On April 4, last year, Minister of National Security Peter Bunting, launched the task force, justifying its relevance and importance to Jamaica’s crime-fighting efforts.
Bunting said that MOCA would target crime kingpins and facilitators, including lawyers, bankers and other public officials, and that it would only investigate selected cases.
“Targeting these top bosses and their facilitators is a most effective way of degrading criminal network, seizing their assets and undermining their power, which ultimately allows the network to be permanently dismantled,” Bunting said.
MOCA comprises representatives from the Jamaica Constabulary Force, the Jamaica Defence Force, the Financial Investigations Division, and the Taxpayer Audit and Assessment Department.
Last week, the Ministry of National Security outlined some of MOCA’s major breakthroughs since inception. They include:
August 2012
* A MOCA-led investigation involving FID and Jamaica Customs resulted in the arrest of Sohail Muhammed Siddiq, a Pakistani American who was intercepted at the Norman Manley Airport with three hundred thousand Euros (¤300,000) after travelling from Dubai via South America to Jamaica.

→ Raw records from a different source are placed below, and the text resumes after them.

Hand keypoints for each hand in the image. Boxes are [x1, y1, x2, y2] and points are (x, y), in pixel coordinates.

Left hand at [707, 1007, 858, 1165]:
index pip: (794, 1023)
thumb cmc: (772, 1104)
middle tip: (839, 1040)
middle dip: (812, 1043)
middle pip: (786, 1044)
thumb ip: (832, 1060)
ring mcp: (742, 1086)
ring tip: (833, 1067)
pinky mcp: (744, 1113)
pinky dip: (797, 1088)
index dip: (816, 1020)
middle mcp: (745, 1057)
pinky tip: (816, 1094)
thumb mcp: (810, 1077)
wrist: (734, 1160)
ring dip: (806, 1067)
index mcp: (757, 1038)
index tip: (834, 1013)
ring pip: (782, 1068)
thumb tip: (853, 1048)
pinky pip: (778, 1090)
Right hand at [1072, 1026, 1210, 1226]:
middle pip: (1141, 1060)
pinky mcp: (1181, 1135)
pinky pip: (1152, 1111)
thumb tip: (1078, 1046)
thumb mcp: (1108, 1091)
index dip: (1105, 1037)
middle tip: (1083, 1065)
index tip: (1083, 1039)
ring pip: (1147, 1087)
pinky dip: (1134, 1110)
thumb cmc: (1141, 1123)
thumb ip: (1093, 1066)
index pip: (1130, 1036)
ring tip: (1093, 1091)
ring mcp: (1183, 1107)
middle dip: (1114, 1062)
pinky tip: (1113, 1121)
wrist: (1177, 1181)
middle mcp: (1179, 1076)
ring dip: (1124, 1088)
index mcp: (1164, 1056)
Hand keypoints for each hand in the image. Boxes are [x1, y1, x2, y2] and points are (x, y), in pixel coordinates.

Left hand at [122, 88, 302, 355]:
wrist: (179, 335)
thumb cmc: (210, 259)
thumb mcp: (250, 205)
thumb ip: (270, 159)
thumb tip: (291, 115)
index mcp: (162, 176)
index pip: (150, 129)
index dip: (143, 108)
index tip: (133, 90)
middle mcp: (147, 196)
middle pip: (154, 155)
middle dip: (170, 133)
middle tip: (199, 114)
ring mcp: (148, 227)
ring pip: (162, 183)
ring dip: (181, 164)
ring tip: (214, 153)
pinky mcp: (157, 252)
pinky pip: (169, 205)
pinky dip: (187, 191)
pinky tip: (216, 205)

During interrogation, Siddiq claimed that he was in Jamaica to purchase cellular phones for resale in Africa. Investigators found that Siddiq was linked to an earlier group of money couriers, two of whom were intercepted at the Norman Manley Airport in December 2011 with over half million United States dollars which, purportedly, was also to be spent on the purchase of cellular phones. It is to be noted that there is no market in Jamaica for supplying such large quantities of cellular phones. Siddiq was tried and convicted for breaches of POCA and the Customs Act and the money forfeited. He was subsequently deported.
* MOCA conducted an operation in Falmouth, Trelawny, to rescue an elderly American male who was lured to Jamaica by lottery scammers on the premise that he had won a US$37- million lottery prize. Two persons, Kemar Steele and his common law wife, Kemisha Simmons of Duncans Hill, Trelawny were arrested and charged with Conspiracy to Defraud, Possession of Criminal Property, and Money Laundering. The suspects were attempting to charge the American over US$300,000.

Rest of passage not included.